From Cocoon forth a Butterfly

From Cocoon forth a Butterfly

Emily Dickinson seems to have anticipated the American craze for butterflies which would develop in the second half of the nineteenth century, after the Civil War. There might have been, in that coming vogue, something of the old folk belief that butterflies were souls of the departed, but if the enthusiasts for Lepidoptera thought sentimentally about the insects, they had a funny way of showing it, since butterflies were avidly killed and collected. Perhaps the transience of butterflies helped people to make sense of those years of bereavement - butterfly symbols were certainly used as memento mori in jewellery and lace in Victorian England - or perhaps the mere frivolity of the pursuit and capture of beauty was what people felt they needed. It might also have been that the metamorphoses in the butterflies’ life-cycles were seen as something symbolic in a nation that desperately needed to emerge from the oppressive chrysalis of the Civil War and the evils that caused it. Between 1868 and 1897, William H Edwards would gradually publish his magnum opus, The Butterflies of North America, with 152 hand-coloured lithographic plates, bringing European classificatory approaches to species which had not been studied systematically before.

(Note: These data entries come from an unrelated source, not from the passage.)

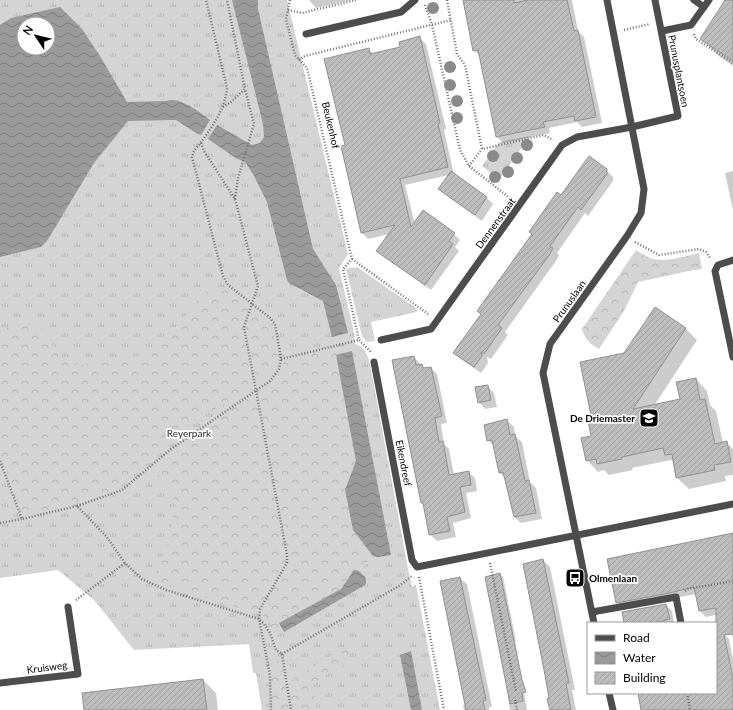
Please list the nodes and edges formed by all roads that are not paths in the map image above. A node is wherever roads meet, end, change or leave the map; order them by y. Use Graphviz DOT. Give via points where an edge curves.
graph roads {
  1 [pos="415,0"];
  2 [pos="607,0"];
  3 [pos="655,0"];
  4 [pos="694,0"];
  5 [pos="708,0"];
  6 [pos="704,7"];
  7 [pos="662,31"];
  8 [pos="306,34"];
  9 [pos="632,127"];
  10 [pos="733,260"];
  11 [pos="381,340"];
  12 [pos="733,357"];
  13 [pos="374,362"];
  14 [pos="733,504"];
  15 [pos="576,536"];
  16 [pos="68,607"];
  17 [pos="592,612"];
  18 [pos="594,622"];
  19 [pos="681,622"];
  20 [pos="0,683"];
  21 [pos="609,694"];
  22 [pos="612,710"];
  1 -- 8 [label="street" via="401,12"];
  2 -- 9 [label="street, Prunuslaan"];
  3 -- 7 [label="street, Prunusplantsoen"];
  4 -- 6 [label="street"];
  5 -- 6 [label="street"];
  6 -- 7 [label="street, Prunusplantsoen" via="691,25"];
  7 -- 9 [label="street, Prunusplantsoen" via="678,116"];
  9 -- 11 [label="street, Dennenstraat" via="577,137 562,145 431,329"];
  9 -- 15 [label="street, Prunuslaan" via="644,189 642,213 550,344 543,373"];
  10 -- 12 [label="street" via="720,264 715,271"];
  13 -- 15 [label="street, Eikendreef" via="412,560 417,567"];
  14 -- 15 [label="street"];
  15 -- 17 [label="street, Prunuslaan"];
  16 -- 20 [label="street, Kruisweg" via="78,674"];
  17 -- 18 [label="street, Prunuslaan"];
  17 -- 19 [label="street" via="676,597"];
  21 -- 22 [label="street"];
}
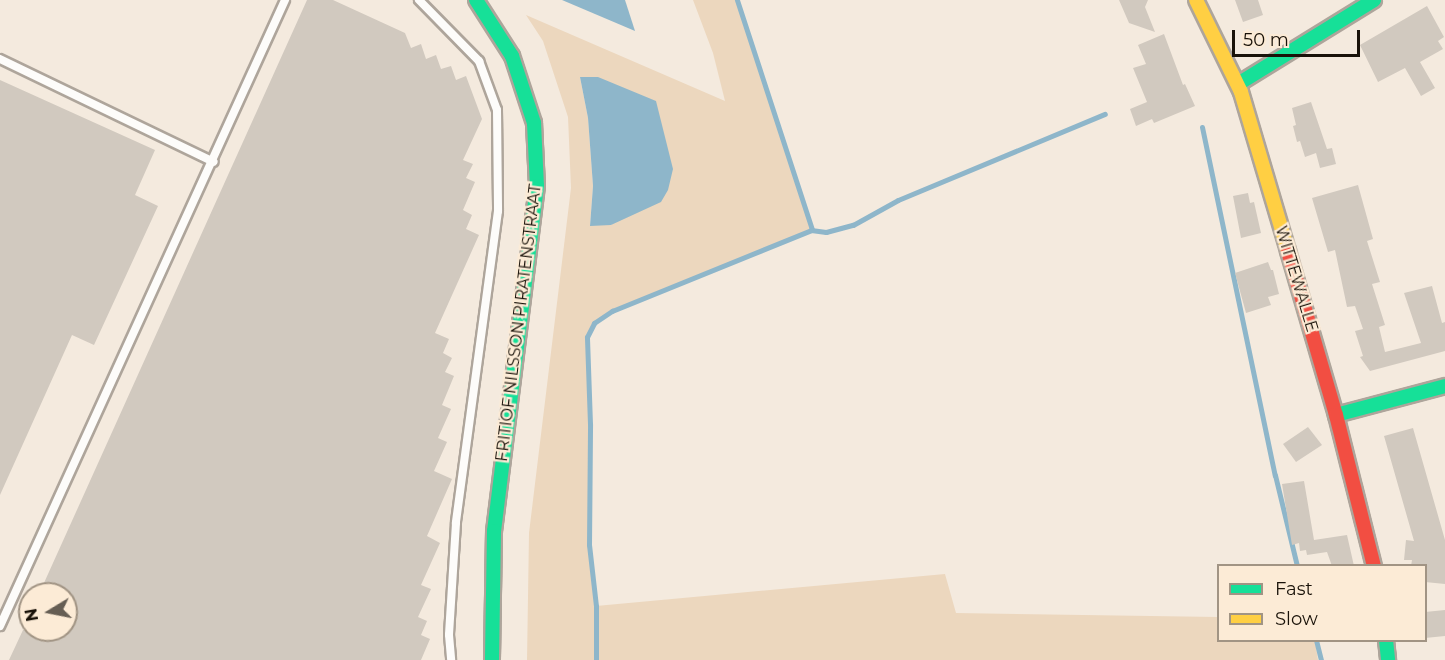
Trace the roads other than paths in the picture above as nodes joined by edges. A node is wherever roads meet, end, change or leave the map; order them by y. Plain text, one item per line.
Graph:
1 (285, 0) edge
2 (419, 0) edge
3 (476, 0) edge
4 (1196, 0) edge
5 (1374, 0) edge
6 (0, 59) edge
7 (1238, 84) junction
8 (214, 162) junction
9 (1445, 386) edge
10 (1336, 415) junction
11 (1373, 564) edge
12 (0, 626) edge
13 (1386, 642) edge
14 (451, 660) edge
15 (492, 660) edge
16 (1388, 660) edge

1 - 8 lane
2 - 14 lane
3 - 15 street, FRITIOF NILSSON PIRATENSTRAAT
4 - 7 street, WITTEWALLE
5 - 7 street
6 - 8 lane
7 - 10 street, WITTEWALLE
8 - 12 lane
9 - 10 street
10 - 11 street, WITTEWALLE
13 - 16 street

The passion for collecting butterflies survived well into the twentieth century. My own father, living in Staffordshire, England, collected them avidly as a boy in the 1940s and 1950s, and he did so with such scientific fervour that the national press, in the form of The Daily Mirror, once visited his home to publish a feature article about him. The butterflies and moths still exist, in exquisitely carpentered cabinets made by my grandfather, and have been used as a scientific resource. Amongst the Blues and Browns, Peacocks and Painted Ladies, there are others considered fantastically rare by today’s standards: velvet-winged Camberwell Beauties, Purple Emperors, named because their upper wings flash an iridescent violet colour when viewed at a certain angle. Now, the ethical zeitgeist has changed, and such collecting is a thing of the past. Catching and killing some of the rarer butterflies can lead to a prison sentence. But of course, children collecting butterflies did not make them rare; modern industrial farming, synthetic insecticides and habitat destruction did. We recoil with horror at the stories of nineteenth century naturalists like Audobon, who shot the birds he painted, but it is our combine harvesters and pesticides that are causing extinctions. We are sure that it is wrong to kill a butterfly and stick a pin through it, but we don’t so easily remember that it is wrong to eat bread made out of grain protected by insecticides which killed a field-full of butterflies.

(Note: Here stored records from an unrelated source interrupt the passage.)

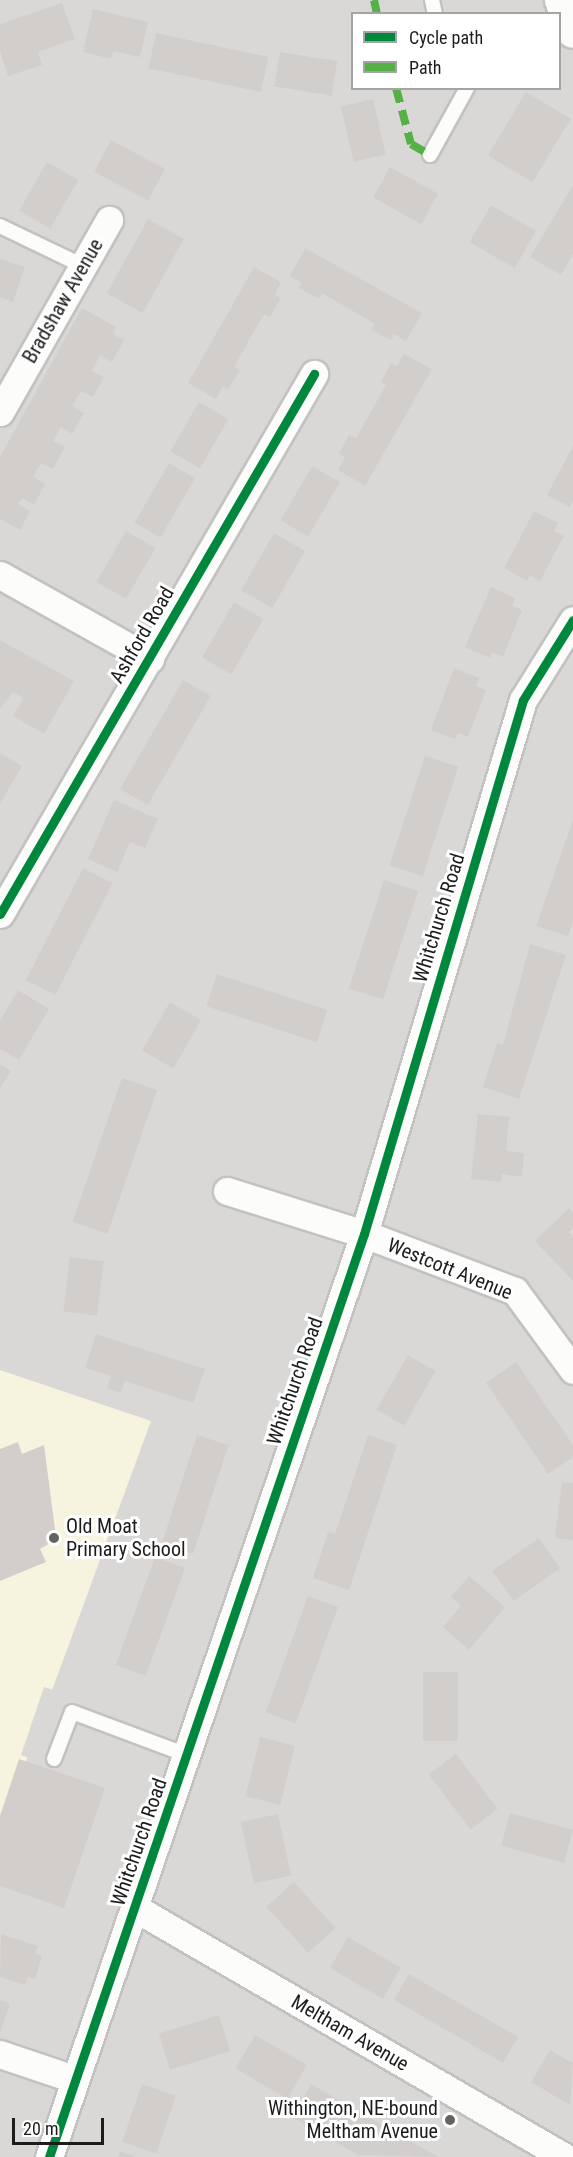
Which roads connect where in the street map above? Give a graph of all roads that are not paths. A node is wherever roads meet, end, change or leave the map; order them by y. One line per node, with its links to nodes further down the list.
1 (561, 0): 2 (street)
2 (573, 31)
3 (465, 90): 4 (lane)
4 (430, 155)
5 (109, 220): 7 (street, Bradshaw Avenue)
6 (0, 226): 7 (lane)
7 (83, 266): 9 (street, Bradshaw Avenue)
8 (314, 374): 12 (street, Ashford Road)
9 (0, 412)
10 (0, 575): 12 (street)
11 (573, 620): 15 (street, Whitchurch Road)
12 (150, 659): 13 (street, Ashford Road)
13 (0, 914)
14 (227, 1191): 15 (street, Westcott Avenue)
15 (364, 1234): 16 (street, Westcott Avenue); 17 (street, Whitchurch Road)
16 (573, 1370)
17 (187, 1755): 18 (lane); 19 (street, Whitchurch Road)
18 (54, 1760)
19 (135, 1908): 21 (street, Whitchurch Road); 23 (street, Meltham Avenue)
20 (0, 2054): 21 (street)
21 (74, 2079): 22 (street, Whitchurch Road)
22 (49, 2157)
23 (565, 2157)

Emily Dickinson’s own obsession with butterflies began early - she was already invoking surreal visions of them in ‘A Bird, came down the Walk’ in 1862 - but it was not their rarity, their decorative qualities, or their role in the symbolism of death and transience that fascinated her, so much as the fact of their otherness. Butterflies fly, but not with the heavy wingbeats of large birds, the flutterings of songbirds, or with the frenetic wing-beats, too fast for the human eye, of the hummingbirds that visited her garden. Their flight is seemingly effortless. Their movements often seem aimless to the human eye, and once they are out of the chrysalis, they appear to do very little that can be described as “work”. Dung beetles trundle dung - a sometimes Herculean task. Flies are ceaselessly, fastidiously, washing and preening themselves. Moths relentlessly bother themselves with lamps and well-lit windows. Earwig mothers fuss over their eggs. Even grasshoppers put considerable effort into the business of gnawing, stridulating and hopping - so much so that one wonders why Aesop did not write a fable called ‘The Ant and the Butterfly’ instead of ‘The Ant and the Grasshopper’.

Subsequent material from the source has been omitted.